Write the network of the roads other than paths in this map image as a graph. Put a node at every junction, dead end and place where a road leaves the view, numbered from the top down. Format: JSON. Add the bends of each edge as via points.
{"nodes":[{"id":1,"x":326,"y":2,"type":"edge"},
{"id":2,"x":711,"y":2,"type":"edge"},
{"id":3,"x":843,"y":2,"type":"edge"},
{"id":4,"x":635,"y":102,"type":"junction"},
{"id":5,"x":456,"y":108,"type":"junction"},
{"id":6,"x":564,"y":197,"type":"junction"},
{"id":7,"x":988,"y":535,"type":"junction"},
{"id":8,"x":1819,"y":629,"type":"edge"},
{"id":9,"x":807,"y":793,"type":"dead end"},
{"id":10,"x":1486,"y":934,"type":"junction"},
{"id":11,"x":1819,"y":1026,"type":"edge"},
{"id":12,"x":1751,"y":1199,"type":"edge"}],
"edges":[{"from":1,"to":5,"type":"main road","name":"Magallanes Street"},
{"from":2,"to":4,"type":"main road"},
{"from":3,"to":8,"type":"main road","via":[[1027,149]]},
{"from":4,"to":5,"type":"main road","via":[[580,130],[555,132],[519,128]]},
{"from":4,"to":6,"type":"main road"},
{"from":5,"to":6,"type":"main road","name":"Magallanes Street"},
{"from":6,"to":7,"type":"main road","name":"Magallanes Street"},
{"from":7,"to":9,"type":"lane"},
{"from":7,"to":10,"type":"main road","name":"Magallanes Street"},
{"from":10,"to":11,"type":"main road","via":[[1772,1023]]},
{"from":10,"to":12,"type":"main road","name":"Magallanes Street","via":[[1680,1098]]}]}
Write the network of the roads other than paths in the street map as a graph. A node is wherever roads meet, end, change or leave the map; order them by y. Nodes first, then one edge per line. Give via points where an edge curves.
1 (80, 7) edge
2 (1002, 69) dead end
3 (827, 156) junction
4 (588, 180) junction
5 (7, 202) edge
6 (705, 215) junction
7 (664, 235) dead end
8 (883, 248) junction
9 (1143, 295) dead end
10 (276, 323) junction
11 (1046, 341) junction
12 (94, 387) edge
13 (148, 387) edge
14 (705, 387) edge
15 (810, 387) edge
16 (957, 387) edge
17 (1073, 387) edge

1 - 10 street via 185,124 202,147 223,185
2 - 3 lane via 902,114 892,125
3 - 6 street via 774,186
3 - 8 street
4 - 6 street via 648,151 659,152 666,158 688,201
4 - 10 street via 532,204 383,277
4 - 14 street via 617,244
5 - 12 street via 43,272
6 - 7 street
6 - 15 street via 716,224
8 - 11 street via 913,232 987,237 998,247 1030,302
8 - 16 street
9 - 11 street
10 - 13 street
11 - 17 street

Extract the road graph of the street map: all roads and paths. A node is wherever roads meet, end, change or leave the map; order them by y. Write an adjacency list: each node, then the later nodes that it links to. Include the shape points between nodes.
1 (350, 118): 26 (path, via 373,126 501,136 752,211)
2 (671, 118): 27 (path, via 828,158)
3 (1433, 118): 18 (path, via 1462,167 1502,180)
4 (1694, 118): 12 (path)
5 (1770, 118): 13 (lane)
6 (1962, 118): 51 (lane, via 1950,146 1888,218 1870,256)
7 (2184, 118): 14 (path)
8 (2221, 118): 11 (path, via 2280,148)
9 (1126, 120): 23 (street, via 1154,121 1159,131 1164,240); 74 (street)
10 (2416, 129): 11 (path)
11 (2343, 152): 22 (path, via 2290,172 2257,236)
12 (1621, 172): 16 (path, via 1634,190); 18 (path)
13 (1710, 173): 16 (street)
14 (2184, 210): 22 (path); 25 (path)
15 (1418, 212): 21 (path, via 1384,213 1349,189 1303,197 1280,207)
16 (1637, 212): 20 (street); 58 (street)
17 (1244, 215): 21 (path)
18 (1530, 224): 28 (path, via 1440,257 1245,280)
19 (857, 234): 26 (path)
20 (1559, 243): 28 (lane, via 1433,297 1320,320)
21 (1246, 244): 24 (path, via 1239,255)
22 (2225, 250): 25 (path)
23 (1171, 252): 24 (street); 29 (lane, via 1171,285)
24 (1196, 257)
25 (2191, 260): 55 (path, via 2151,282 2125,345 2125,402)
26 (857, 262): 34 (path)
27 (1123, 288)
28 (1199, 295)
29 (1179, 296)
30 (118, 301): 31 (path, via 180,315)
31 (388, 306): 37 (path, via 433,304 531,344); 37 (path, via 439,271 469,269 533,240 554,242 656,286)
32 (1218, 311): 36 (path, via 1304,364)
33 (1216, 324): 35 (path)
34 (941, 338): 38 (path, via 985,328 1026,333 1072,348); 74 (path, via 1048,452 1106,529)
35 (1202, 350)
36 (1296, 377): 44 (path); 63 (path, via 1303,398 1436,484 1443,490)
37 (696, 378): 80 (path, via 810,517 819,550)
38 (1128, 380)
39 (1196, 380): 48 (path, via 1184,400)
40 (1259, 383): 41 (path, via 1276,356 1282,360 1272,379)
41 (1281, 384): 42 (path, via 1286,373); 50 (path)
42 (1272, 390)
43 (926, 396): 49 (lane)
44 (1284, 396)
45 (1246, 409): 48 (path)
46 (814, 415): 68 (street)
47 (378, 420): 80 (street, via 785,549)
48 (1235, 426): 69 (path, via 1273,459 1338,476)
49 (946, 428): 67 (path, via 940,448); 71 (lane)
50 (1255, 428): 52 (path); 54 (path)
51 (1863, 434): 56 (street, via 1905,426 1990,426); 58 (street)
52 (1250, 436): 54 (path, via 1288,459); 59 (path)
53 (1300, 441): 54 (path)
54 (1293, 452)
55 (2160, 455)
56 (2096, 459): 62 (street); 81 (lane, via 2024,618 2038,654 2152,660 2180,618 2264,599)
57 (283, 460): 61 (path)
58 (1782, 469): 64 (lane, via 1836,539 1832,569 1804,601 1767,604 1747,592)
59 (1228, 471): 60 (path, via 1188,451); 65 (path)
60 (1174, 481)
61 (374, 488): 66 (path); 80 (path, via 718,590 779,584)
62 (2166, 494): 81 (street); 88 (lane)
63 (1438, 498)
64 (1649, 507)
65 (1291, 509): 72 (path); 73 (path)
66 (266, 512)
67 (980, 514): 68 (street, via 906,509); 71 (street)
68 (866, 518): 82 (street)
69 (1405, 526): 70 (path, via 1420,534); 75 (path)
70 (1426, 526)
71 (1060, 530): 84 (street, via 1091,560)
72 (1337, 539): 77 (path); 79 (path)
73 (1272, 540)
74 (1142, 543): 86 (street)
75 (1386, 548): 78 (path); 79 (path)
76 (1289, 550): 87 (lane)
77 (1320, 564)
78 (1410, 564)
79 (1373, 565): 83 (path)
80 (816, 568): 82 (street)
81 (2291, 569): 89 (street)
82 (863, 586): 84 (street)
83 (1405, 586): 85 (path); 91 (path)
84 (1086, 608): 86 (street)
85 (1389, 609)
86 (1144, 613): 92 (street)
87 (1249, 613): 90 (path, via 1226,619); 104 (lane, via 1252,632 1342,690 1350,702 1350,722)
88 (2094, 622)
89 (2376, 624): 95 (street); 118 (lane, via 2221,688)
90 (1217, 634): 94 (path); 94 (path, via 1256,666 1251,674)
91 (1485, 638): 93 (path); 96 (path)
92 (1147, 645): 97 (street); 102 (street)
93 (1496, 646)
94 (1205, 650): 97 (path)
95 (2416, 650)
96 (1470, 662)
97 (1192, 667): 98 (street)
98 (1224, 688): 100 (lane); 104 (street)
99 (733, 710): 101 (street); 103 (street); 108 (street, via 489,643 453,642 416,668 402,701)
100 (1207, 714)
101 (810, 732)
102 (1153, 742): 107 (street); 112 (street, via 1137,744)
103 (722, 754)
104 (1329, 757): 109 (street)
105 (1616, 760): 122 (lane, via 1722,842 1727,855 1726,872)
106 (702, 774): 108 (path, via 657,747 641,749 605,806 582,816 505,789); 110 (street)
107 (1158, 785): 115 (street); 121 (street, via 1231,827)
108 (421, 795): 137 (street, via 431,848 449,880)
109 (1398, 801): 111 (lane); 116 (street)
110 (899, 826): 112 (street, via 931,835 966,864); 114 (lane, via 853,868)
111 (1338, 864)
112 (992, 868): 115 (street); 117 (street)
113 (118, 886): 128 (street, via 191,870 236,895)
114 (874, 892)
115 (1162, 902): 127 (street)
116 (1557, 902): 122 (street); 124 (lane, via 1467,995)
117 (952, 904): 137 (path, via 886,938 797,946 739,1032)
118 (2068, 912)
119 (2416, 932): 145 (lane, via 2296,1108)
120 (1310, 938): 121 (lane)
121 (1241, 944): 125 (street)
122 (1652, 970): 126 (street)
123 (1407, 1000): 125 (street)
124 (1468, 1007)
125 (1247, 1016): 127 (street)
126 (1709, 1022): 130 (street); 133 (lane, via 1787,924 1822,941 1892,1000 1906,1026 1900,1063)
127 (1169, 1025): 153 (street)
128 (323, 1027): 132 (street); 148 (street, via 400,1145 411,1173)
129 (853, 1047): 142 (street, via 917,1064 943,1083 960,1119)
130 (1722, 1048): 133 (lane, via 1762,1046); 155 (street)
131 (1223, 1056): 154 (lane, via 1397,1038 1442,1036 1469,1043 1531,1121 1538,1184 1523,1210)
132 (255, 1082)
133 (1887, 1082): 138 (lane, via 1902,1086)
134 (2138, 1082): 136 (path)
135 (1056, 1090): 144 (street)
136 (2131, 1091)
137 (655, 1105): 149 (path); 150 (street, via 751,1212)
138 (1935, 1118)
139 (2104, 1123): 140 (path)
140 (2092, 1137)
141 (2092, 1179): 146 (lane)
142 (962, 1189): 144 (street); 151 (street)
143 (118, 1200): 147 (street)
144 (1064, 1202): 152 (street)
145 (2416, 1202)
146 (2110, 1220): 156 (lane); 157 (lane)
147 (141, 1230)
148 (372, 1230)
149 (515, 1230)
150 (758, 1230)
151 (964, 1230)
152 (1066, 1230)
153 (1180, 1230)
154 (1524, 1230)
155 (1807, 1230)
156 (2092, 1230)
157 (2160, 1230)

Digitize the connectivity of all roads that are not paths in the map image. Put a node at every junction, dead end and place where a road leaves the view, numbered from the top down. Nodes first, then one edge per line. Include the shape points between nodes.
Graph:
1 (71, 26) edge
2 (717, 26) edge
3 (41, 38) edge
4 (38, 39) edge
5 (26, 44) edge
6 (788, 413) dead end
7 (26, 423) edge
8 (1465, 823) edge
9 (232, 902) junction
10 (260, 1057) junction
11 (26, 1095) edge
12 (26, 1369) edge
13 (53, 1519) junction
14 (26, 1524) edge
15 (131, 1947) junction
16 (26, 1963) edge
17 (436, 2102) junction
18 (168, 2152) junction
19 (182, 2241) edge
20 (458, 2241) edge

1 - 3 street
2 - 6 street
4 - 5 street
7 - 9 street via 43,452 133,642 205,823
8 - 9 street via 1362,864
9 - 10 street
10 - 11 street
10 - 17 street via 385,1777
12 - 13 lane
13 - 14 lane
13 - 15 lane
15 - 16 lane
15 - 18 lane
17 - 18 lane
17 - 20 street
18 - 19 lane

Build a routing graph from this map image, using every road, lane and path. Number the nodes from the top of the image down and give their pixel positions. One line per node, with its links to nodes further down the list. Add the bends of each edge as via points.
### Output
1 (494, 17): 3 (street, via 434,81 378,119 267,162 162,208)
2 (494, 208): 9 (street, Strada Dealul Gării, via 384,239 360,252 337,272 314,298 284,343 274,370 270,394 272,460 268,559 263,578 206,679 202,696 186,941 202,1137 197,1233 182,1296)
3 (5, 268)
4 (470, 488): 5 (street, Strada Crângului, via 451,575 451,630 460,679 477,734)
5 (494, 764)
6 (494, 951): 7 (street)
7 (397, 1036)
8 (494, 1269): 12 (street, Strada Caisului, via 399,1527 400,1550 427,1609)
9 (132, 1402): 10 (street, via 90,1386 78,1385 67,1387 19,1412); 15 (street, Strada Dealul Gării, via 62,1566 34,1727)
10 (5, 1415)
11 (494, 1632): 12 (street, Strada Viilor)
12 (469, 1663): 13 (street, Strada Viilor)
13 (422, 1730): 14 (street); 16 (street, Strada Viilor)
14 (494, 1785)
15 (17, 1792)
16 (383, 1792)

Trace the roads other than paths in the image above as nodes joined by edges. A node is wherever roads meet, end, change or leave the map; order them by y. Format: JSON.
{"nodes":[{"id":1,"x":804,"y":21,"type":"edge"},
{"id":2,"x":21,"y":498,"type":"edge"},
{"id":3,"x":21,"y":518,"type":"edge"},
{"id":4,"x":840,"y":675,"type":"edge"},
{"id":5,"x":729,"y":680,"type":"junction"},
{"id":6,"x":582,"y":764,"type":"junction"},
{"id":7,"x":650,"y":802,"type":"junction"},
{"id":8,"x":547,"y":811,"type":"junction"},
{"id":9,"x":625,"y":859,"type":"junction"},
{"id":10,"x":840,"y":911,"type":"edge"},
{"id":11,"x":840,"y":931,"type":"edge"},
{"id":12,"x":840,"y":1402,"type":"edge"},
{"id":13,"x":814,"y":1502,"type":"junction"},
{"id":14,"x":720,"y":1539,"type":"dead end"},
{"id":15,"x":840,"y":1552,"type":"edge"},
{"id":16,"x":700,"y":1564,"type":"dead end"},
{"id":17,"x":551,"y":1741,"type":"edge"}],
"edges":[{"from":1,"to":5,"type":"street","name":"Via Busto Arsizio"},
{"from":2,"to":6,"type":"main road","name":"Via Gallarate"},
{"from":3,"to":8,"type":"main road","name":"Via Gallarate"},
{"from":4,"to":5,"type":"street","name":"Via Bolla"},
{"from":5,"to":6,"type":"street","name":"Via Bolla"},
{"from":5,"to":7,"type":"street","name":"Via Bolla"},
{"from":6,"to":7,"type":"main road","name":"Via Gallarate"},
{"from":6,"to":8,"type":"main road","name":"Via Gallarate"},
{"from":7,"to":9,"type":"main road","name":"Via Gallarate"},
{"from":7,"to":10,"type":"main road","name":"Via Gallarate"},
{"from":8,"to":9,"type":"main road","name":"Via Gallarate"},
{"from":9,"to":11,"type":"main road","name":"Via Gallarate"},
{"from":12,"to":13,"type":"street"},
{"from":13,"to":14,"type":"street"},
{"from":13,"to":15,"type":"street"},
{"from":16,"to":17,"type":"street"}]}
# # # # # # #
** WORK TO COMPLETE **
In the entries above, find the line holding "Digitize the connectivity" and the line holding "Build a routing"; print both of them and every line between, exactly, and nothing else.

** YOUR SOLUTION **
Digitize the connectivity of all roads that are not paths in the map image. Put a node at every junction, dead end and place where a road leaves the view, numbered from the top down. Nodes first, then one edge per line. Include the shape points between nodes.
Graph:
1 (71, 26) edge
2 (717, 26) edge
3 (41, 38) edge
4 (38, 39) edge
5 (26, 44) edge
6 (788, 413) dead end
7 (26, 423) edge
8 (1465, 823) edge
9 (232, 902) junction
10 (260, 1057) junction
11 (26, 1095) edge
12 (26, 1369) edge
13 (53, 1519) junction
14 (26, 1524) edge
15 (131, 1947) junction
16 (26, 1963) edge
17 (436, 2102) junction
18 (168, 2152) junction
19 (182, 2241) edge
20 (458, 2241) edge

1 - 3 street
2 - 6 street
4 - 5 street
7 - 9 street via 43,452 133,642 205,823
8 - 9 street via 1362,864
9 - 10 street
10 - 11 street
10 - 17 street via 385,1777
12 - 13 lane
13 - 14 lane
13 - 15 lane
15 - 16 lane
15 - 18 lane
17 - 18 lane
17 - 20 street
18 - 19 lane

Build a routing graph from this map image, using every road, lane and path. Number the nodes from the top of the image down and give their pixel positions. One line per node, with its links to nodes further down the list. Add the bends of each edge as via points.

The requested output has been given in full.